“You’re No Maya Angelou!” :: Musings of an Iconic Black Woman Artist

When I received that email, something stirred deeply inside of me. It was that feeling when I encounter someone who doesn’t see me as the beautiful, gifted being that I am—and in fact, they let it be known that they certainly do not love or believe in me. With all the work I’ve done to love myself, it’s rare that I encounter such people—but when I do, it is literally a slap in the face.”

I recently screened my film, Reflections Unheard: Black Women in Civil Rights at Millersville University. I clearly remember the months and weeks leading up to this event. The elderly black woman who proposed the screening event was so short with me from the beginning that I actually wrote the entire thing off, due to bad vibes. I figured it wasn’t worth the hassle and went about my business.

Then a couple of months later, I received a surprise call from her assistant. They were indeed still planning the screening event, and they were offering me the funding which I requested, which was a lot of money. I knew then more than ever how important it was for me to take that opportunity so that I could move onto the next chapter in my life…so I obliged.

Over the next few weeks, communication between myself, my host, and her assistant was so disorganized, that I felt like the entire event was resting on a flimsy foundation. Most of the time, it was me reaching out to straighten out basic fundamentals.

The tables were turned. I was invited as the honorary Guest, yet I was doggedly pursuing these people as if my life depended on it.

It didn’t feel good.

The scattered communication continued throughout the very day of the event, with plenty of (literal) last-minute demands placed on me to provide information for tax forms, addresses, schedules, and general things that should have been dealt with months before on their end.

I stayed consistent, feeling annoyed but never complaining.
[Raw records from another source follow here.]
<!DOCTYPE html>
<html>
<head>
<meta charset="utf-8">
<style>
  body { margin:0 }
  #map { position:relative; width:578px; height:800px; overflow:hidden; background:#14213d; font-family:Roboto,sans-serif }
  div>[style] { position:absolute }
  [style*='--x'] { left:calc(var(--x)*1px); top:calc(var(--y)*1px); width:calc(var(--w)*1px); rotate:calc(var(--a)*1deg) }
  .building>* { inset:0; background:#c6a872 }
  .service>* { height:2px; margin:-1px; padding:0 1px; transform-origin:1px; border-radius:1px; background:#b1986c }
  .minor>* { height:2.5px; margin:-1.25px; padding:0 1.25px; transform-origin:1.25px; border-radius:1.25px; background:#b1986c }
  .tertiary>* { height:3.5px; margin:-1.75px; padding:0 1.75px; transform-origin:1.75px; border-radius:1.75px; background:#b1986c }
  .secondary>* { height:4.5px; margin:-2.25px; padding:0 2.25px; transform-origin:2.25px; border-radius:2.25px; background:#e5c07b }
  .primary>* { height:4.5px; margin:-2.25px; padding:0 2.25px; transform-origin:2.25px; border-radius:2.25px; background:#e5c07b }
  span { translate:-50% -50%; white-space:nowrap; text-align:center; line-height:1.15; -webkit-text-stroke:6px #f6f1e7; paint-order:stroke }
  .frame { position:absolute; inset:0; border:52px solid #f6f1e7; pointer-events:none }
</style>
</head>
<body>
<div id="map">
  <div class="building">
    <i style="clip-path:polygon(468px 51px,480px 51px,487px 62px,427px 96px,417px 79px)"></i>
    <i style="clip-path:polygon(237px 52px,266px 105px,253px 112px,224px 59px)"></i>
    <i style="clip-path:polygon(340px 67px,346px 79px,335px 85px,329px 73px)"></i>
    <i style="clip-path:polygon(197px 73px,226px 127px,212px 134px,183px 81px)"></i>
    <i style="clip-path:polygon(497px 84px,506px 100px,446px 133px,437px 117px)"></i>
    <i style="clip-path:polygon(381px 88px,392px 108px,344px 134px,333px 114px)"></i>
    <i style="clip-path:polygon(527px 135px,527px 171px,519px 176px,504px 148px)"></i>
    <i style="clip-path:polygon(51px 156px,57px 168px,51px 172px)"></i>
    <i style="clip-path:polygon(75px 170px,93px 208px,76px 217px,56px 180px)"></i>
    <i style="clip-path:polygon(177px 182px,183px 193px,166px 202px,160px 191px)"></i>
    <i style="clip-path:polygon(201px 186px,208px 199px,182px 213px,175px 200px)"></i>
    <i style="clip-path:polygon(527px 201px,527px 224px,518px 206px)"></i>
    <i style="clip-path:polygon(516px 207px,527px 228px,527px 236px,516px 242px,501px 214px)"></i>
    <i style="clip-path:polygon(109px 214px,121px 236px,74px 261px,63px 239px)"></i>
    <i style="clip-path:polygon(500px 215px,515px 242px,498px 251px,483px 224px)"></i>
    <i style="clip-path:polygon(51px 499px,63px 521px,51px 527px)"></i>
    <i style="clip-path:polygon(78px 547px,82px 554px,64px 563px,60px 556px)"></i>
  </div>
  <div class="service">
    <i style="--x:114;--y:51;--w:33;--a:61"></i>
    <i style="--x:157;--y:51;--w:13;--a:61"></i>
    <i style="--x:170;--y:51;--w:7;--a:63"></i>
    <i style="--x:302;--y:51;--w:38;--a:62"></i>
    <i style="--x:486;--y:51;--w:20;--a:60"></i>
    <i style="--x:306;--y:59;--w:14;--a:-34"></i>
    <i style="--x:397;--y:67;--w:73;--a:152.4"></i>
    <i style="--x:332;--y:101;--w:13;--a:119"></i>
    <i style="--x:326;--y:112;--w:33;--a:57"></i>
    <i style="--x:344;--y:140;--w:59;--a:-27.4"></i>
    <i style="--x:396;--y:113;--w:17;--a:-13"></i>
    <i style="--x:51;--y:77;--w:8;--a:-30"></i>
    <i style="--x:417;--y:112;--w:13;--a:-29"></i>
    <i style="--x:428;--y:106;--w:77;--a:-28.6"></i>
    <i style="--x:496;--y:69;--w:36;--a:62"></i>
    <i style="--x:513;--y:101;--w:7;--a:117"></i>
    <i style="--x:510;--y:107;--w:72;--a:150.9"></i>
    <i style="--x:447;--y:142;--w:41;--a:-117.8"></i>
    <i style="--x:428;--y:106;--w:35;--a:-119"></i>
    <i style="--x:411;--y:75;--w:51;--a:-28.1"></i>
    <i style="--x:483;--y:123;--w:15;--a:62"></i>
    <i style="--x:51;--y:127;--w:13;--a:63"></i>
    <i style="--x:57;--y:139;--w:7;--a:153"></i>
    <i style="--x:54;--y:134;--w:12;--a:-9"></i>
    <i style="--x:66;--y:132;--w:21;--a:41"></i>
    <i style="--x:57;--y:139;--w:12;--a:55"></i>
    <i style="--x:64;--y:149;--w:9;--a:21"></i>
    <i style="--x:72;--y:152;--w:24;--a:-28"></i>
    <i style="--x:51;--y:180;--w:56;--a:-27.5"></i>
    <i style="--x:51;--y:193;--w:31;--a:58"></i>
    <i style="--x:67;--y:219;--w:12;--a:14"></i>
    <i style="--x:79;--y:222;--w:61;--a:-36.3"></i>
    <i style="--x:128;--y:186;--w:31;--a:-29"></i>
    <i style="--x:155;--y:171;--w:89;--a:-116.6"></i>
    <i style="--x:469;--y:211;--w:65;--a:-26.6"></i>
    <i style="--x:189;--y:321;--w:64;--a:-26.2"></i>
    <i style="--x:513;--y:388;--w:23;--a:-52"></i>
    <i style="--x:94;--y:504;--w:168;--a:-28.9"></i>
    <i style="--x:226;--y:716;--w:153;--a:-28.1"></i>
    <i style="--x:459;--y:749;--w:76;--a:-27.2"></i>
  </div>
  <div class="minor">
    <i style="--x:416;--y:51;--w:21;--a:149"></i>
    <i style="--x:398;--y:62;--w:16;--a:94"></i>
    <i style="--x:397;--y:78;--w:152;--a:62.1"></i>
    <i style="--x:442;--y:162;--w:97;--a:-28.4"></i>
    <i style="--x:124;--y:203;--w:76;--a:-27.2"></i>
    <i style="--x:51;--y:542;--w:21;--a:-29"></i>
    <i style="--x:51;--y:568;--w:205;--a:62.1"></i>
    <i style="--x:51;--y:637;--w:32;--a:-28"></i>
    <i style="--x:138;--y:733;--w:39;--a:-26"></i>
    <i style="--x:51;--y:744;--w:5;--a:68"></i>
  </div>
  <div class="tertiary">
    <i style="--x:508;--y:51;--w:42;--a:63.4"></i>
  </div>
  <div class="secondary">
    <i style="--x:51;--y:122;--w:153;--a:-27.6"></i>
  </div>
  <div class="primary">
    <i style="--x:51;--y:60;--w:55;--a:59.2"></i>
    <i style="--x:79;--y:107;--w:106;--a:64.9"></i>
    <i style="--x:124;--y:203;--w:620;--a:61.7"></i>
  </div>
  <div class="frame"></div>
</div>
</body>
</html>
I had given up on the glamour of being treated as an Honorary Guest. This was purely Biz-Ne$$. I needed to get mines.

When I finally made it to Millersville, I breathed a deep sigh of relief. It was finally happening, and I was getting paid to do something I actually enjoyed—share my story as an Artist with new faces. Everything fell into place.
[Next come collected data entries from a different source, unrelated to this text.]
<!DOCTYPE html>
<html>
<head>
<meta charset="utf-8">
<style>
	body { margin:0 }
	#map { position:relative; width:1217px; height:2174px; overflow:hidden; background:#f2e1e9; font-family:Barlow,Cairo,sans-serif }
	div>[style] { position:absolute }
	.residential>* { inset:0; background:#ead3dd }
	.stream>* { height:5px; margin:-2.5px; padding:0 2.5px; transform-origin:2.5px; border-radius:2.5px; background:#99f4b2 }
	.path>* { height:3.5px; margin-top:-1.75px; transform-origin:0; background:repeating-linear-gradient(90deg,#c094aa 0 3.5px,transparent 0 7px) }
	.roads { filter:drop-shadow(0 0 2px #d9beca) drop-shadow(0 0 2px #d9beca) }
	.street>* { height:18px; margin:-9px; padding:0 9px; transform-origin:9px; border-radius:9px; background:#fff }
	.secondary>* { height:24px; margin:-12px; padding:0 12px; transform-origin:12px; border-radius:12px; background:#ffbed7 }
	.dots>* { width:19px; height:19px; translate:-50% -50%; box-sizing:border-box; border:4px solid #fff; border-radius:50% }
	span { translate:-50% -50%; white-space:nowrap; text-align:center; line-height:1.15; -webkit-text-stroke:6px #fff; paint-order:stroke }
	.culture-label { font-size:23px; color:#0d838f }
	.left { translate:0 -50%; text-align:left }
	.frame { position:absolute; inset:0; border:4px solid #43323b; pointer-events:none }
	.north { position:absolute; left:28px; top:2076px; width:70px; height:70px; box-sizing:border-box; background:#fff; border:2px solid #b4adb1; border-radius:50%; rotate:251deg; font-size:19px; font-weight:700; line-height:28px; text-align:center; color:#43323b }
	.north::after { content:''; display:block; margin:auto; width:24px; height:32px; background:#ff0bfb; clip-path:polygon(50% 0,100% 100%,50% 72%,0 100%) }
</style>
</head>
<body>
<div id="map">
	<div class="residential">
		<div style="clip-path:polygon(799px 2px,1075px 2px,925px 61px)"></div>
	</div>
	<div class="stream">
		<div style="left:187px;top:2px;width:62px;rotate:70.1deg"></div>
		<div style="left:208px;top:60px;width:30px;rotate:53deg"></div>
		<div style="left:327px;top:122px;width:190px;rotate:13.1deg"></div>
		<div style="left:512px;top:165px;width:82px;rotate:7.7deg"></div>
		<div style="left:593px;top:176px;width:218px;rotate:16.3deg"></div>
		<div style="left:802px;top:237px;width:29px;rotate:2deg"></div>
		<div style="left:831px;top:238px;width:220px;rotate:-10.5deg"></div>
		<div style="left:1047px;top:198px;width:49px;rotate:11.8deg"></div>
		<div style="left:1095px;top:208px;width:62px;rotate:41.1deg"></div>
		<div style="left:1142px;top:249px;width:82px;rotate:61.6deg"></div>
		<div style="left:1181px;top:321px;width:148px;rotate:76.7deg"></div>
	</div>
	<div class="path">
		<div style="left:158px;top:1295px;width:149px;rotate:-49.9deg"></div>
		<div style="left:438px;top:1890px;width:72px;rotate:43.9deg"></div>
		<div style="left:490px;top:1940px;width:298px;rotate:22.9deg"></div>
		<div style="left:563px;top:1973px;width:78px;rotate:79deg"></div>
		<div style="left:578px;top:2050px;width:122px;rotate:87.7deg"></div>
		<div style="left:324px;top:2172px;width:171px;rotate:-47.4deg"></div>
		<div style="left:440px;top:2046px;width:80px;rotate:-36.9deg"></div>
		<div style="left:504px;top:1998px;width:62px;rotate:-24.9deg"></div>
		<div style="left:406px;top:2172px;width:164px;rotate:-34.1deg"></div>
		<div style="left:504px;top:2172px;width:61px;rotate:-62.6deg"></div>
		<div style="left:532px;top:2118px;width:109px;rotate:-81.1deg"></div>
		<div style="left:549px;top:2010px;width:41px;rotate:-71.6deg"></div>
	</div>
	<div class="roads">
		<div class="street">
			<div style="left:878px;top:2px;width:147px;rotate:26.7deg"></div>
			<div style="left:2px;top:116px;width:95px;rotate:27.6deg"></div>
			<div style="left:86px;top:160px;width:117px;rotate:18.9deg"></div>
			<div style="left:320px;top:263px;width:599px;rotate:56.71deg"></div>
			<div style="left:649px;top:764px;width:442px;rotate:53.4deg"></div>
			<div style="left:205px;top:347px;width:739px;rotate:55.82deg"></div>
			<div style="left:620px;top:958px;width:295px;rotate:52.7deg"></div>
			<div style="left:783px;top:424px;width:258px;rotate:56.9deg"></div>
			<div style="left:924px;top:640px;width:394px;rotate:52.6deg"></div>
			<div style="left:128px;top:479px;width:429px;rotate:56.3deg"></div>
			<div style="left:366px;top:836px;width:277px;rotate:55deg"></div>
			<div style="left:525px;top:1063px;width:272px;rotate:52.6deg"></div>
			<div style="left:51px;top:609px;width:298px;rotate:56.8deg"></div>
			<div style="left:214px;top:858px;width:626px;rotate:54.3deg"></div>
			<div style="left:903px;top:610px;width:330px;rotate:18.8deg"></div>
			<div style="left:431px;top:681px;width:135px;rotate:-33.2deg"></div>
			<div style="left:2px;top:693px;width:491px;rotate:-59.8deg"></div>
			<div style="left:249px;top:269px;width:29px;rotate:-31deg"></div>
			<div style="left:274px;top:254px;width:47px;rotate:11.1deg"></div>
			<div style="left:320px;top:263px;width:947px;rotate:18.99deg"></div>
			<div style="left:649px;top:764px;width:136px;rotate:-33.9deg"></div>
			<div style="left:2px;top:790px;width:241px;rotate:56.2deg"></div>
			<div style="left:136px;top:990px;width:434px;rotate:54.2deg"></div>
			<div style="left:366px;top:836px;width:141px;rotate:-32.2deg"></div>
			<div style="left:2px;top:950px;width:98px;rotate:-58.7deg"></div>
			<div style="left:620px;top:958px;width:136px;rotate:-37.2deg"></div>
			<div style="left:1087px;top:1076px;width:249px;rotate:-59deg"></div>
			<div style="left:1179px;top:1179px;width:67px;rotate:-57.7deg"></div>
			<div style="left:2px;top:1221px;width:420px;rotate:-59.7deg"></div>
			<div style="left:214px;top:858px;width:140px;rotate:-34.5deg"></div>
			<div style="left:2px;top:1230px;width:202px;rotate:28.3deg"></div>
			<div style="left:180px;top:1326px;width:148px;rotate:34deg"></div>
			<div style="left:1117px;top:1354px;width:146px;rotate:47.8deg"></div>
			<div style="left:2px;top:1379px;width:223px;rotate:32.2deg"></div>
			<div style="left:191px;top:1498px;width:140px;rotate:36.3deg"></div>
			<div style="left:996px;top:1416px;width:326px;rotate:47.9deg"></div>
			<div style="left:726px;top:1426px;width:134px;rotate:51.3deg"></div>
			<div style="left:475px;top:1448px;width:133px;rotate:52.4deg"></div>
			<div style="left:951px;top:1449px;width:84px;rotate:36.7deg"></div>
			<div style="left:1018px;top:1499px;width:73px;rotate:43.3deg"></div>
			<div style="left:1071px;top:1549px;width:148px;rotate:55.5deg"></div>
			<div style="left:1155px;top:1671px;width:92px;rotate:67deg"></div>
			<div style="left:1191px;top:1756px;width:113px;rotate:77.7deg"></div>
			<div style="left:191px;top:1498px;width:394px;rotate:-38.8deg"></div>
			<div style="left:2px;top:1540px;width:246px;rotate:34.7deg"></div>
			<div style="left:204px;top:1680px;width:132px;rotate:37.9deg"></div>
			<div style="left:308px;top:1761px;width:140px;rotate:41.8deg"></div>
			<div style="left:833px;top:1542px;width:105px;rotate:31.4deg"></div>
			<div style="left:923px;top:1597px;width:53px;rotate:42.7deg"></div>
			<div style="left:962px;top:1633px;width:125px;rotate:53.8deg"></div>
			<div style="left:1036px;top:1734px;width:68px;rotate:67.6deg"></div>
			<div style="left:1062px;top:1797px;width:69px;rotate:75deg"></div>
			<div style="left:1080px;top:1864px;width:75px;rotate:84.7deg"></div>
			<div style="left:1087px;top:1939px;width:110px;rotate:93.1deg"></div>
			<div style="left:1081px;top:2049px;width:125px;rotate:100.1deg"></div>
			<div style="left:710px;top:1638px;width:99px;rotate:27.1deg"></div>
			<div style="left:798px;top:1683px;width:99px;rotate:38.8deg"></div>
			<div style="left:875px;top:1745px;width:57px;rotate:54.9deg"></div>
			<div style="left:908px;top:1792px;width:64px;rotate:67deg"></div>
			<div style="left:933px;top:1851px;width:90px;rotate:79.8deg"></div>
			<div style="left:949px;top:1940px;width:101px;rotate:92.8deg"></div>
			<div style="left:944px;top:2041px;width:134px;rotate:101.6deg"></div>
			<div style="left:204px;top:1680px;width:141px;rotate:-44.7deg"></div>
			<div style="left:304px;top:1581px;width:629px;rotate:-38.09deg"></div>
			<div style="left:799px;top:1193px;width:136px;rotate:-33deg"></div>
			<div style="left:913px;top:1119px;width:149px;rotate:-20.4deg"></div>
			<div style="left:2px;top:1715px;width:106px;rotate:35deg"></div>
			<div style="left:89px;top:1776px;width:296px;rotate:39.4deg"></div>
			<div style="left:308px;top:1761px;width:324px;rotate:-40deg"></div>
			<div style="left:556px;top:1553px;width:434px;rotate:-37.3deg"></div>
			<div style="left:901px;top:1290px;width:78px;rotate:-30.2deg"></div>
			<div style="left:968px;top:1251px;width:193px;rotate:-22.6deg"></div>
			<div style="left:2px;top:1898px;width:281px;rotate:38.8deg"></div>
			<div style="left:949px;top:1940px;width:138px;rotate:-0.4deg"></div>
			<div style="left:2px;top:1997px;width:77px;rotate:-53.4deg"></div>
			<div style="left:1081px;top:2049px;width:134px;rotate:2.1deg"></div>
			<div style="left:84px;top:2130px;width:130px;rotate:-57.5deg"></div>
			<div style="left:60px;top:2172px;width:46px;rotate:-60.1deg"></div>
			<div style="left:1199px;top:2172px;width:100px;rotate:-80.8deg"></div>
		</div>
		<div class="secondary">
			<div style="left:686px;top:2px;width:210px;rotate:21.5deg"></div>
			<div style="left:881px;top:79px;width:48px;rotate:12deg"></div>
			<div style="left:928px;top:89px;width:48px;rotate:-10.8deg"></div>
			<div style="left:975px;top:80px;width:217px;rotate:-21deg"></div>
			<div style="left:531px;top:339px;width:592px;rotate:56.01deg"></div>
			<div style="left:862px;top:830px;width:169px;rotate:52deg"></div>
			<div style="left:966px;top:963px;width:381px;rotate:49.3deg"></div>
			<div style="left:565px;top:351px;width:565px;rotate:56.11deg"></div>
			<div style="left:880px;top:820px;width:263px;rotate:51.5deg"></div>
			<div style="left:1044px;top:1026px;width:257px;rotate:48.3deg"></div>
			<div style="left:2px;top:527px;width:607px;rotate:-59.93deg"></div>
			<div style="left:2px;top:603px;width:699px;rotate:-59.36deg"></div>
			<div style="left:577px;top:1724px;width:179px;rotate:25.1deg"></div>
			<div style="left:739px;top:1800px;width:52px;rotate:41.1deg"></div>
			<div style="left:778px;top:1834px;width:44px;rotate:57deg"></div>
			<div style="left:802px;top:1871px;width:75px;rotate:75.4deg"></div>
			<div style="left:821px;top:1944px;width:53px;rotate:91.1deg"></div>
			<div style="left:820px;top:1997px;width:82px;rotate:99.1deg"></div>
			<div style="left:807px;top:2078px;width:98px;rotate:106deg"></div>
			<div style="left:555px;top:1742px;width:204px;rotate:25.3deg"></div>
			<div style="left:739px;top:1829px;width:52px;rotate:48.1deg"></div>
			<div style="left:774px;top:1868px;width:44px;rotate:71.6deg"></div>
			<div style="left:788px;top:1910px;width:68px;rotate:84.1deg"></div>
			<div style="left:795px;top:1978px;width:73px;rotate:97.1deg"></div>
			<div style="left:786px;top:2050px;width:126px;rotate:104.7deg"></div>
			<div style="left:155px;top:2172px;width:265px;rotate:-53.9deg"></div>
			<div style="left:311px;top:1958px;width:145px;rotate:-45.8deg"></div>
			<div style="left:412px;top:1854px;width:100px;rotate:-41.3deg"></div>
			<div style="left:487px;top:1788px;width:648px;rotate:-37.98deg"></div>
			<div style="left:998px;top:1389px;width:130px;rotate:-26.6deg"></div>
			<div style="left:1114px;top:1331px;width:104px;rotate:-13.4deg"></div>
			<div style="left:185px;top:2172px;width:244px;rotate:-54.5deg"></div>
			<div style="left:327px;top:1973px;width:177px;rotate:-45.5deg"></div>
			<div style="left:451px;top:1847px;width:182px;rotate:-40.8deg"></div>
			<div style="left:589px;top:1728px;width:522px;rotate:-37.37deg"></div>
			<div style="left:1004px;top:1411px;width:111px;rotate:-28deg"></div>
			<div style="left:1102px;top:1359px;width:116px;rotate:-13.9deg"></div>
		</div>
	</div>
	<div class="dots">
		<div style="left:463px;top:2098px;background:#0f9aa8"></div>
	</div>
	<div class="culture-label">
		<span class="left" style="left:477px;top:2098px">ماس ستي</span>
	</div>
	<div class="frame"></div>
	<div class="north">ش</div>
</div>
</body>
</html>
I sensed from the beginning what kind of crowd I might encounter at this event, and gauged how I should dress, accordingly. Having lived as a free woman in Los Angeles for the past year, I was accustomed to dressing sensually. I thought of wearing my favorite booty shorts and high socks with a frilled English blouse.

Nope. It was the NAACP—that definitely wouldn’t fly. So, I decided to wear something that was still stylish, yet a little more conservative. The last thing I needed was extra hassle over my wardrobe. As it worked out, the weather was chilly enough to justify my extra layers. Still, I questioned the reasoning behind my initial motives.

Am I wearing a mask to please others?